(WORK TASK): Please return each of the entries that follow, unchanged in every word.

(TASK DATA):

====================

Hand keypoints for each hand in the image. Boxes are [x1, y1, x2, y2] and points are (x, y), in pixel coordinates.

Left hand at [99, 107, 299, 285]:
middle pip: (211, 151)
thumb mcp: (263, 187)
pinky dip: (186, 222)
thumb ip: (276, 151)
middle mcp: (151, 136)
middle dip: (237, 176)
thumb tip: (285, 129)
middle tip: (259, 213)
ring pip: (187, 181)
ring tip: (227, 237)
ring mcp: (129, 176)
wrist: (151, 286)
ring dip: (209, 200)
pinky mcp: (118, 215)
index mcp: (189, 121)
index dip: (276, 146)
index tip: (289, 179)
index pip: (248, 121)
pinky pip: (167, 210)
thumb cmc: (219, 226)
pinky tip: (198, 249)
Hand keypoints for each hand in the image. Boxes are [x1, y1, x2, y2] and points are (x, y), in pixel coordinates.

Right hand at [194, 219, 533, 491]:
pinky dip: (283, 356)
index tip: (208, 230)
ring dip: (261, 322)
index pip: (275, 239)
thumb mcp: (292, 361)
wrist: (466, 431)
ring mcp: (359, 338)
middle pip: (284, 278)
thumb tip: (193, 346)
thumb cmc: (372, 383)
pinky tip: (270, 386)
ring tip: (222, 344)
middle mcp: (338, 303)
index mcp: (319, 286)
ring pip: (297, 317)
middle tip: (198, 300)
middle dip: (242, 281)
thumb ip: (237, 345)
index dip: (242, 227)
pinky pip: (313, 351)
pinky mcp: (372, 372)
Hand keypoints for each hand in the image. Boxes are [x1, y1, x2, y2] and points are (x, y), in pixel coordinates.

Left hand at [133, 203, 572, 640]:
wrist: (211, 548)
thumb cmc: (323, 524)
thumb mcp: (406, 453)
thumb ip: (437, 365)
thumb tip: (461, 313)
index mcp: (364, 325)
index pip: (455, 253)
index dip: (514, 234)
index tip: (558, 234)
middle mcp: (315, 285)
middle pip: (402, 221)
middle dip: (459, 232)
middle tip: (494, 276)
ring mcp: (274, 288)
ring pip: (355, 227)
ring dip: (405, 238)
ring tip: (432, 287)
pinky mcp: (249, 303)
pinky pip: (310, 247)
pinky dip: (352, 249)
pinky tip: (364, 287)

====================

(REPLY):
Hand keypoints for each hand in the image. Boxes are [x1, y1, x2, y2] and points are (x, y), in pixel coordinates.

Left hand at [99, 107, 299, 285]:
middle pip: (211, 151)
thumb mcp: (263, 187)
pinky dip: (186, 222)
thumb ip: (276, 151)
middle mcp: (151, 136)
middle dip: (237, 176)
thumb tip: (285, 129)
middle tip: (259, 213)
ring pip: (187, 181)
ring tip: (227, 237)
ring mcp: (129, 176)
wrist: (151, 286)
ring dip: (209, 200)
pinky mcp: (118, 215)
index mcp: (189, 121)
index dip: (276, 146)
index tip: (289, 179)
index pip: (248, 121)
pinky pip: (167, 210)
thumb cmc: (219, 226)
pinky tip: (198, 249)
Hand keypoints for each hand in the image. Boxes are [x1, y1, x2, y2] and points are (x, y), in pixel coordinates.

Right hand at [194, 219, 533, 491]:
pinky dip: (283, 356)
index tip: (208, 230)
ring dip: (261, 322)
index pip: (275, 239)
thumb mcp: (292, 361)
wrist: (466, 431)
ring mcp: (359, 338)
middle pip: (284, 278)
thumb tip: (193, 346)
thumb cmc: (372, 383)
pinky tip: (270, 386)
ring tip: (222, 344)
middle mcp: (338, 303)
index mcp: (319, 286)
ring pip: (297, 317)
middle tip: (198, 300)
middle dip: (242, 281)
thumb ip: (237, 345)
index dip: (242, 227)
pinky pip: (313, 351)
pinky mcp: (372, 372)
Hand keypoints for each hand in the image. Boxes are [x1, y1, x2, y2] and points are (x, y), in pixel coordinates.

Left hand at [133, 203, 572, 640]:
wrist: (211, 548)
thumb cmc: (323, 524)
thumb mcp: (406, 453)
thumb ip: (437, 365)
thumb tip: (461, 313)
index mcp: (364, 325)
index pip: (455, 253)
index dip: (514, 234)
index tip: (558, 234)
middle mcp: (315, 285)
middle pip: (402, 221)
middle dip: (459, 232)
middle tip: (494, 276)
ring mcp: (274, 288)
ring pip: (355, 227)
ring dip: (405, 238)
ring tip: (432, 287)
pinky mcp: (249, 303)
pinky pip: (310, 247)
pinky dip: (352, 249)
pinky tip: (364, 287)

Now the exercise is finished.